Appellate Division of the Supreme Court of New York, Second Department
Jan 23, 1978
61 A.D.2d 57 (N.Y. App. Div. 1978)

Opinion

January 23, 1978

Appeal from the Supreme Court, Orange County, EDWARD M. O'GORMAN, J.

Samuel W. Eager, Jr., for appellants.

Jacobowitz Gubits (John H. Thomas, Jr., of counsel), for respondent.


Petitioner acquired a parcel of property which comprised six lots on the property subdivision map on September 22, 1966, a year before the enactment of the village's subdivision ordinance and two years before the enactment of the Village Zoning Ordinance.

On October 27, 1966 petitioner obtained a mortgage as to one of the lots, Lot 1. That mortgage was thereafter foreclosed and title vested in a third party. In May, 1973, petitioner conveyed Lots 2 and 5 to Serden Land Development, Inc., a corporation in which he had an interest.

The subject of this proceeding, Lots 3 and 4, are adjoining lots. A single-family residence was built on each of those lots, as well as on Lots 2 and 5, many years prior to the enactment of the Zoning Ordinance of the Village of Otisville. Moreover, the boundary dividing line between the Village of Otisville and the Town of Mount Hope passes through each of the two subject houses, and each lot, therefore, is partly in the town and partly in the village.

During the month of July, 1973 petitioner applied to the Village Building Inspector for a permit to make repairs and improvements to the dwellings on Lots 3 and 4. By letter dated September 26, 1973, petitioner was advised by the Village Building Inspector, that prior to any action by his office, petitioner was obliged to make application "to the planning board for their approval and recommendation". The subdivision regulations of the Village of Otisville, adopted in 1967, require that the approval of the Village Planning Board be obtained prior to the subdivision of any parcel of land with or without streets into two or more lots.

Petitioner eventually filed his subdivision map with the Village Planning Board, but before gaining the latter's approval or disapproval of the subdivision, petitioner applied in early January, 1974 to the Village Zoning Board of Appeals for necessary area variances so that the two lots, and the dwellings thereon, could be separated in ownership and eventually sold as two distinct pieces of property.

During the pendency of that application before the Village Zoning Board of Appeals, the village board sent a letter to the petitioner on March 1, 1974, with copies to the Village Planning Board and Village Zoning Board of Appeals, advising him that the village would permit extension of water mains and water service to the subject premises upon certain conditions, including approval of petitioner's application before the Village Planning Board.
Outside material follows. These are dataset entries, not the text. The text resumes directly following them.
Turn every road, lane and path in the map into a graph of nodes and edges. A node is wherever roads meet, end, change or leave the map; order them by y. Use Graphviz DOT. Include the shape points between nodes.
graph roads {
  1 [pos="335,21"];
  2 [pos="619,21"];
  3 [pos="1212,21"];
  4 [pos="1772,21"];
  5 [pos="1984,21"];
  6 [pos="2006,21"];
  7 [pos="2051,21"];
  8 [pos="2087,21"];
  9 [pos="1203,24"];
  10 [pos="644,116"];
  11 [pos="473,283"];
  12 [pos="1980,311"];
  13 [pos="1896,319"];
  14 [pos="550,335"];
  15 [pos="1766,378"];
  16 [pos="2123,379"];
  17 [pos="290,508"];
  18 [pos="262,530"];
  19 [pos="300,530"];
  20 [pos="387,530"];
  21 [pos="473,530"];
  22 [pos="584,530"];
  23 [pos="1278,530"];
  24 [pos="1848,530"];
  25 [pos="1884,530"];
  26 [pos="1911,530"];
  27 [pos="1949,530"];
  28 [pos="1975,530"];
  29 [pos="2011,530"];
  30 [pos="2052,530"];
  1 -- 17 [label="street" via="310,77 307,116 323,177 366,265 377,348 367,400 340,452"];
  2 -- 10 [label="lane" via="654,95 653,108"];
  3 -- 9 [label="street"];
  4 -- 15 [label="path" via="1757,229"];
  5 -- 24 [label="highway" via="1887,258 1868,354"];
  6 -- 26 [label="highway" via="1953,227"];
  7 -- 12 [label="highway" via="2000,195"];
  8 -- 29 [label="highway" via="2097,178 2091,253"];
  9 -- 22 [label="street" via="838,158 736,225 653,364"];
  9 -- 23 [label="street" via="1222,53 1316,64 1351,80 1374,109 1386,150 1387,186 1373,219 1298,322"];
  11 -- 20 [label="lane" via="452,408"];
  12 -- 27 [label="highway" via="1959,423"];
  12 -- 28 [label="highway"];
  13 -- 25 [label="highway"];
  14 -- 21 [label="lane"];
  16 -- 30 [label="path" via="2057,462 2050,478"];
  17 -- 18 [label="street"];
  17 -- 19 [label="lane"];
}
Despite the fact that petitioner never obtained any determination from the Village Planning Board, either approving or disapproving his subdivision, the respondent Village Zoning Board of Appeals conducted hearings on petitioner's application for an area variance and originally denied the application in late June, 1974. Petitioner instituted an article 78 proceeding to review that denial and, pursuant to an order of the Special Term dated April 10, 1975, a new hearing was ordered. After that second hearing, the Village Zoning Board of Appeals again denied the application for the area variance on October 17, 1975. Petitioner then instituted this proceeding to review the latter determination of the Zoning Board of Appeals.

Although the Village Zoning Board, in its answer, did not mention that the two lots were partly in the town, it did allege, in the second paragraph of its answer, that there was a requirement upon petitioner to obtain approval from the Village Planning Board for his proposed subdivision and the fact that the letter of the village board dated March 1, 1974 was sent to him advising him of that requirement. These allegations were not denied in petitioner's reply and are, therefore, deemed admitted. It is uncontradicted on this record that petitioner has not received any determination from the Village Planning Board regarding his proposed subdivision.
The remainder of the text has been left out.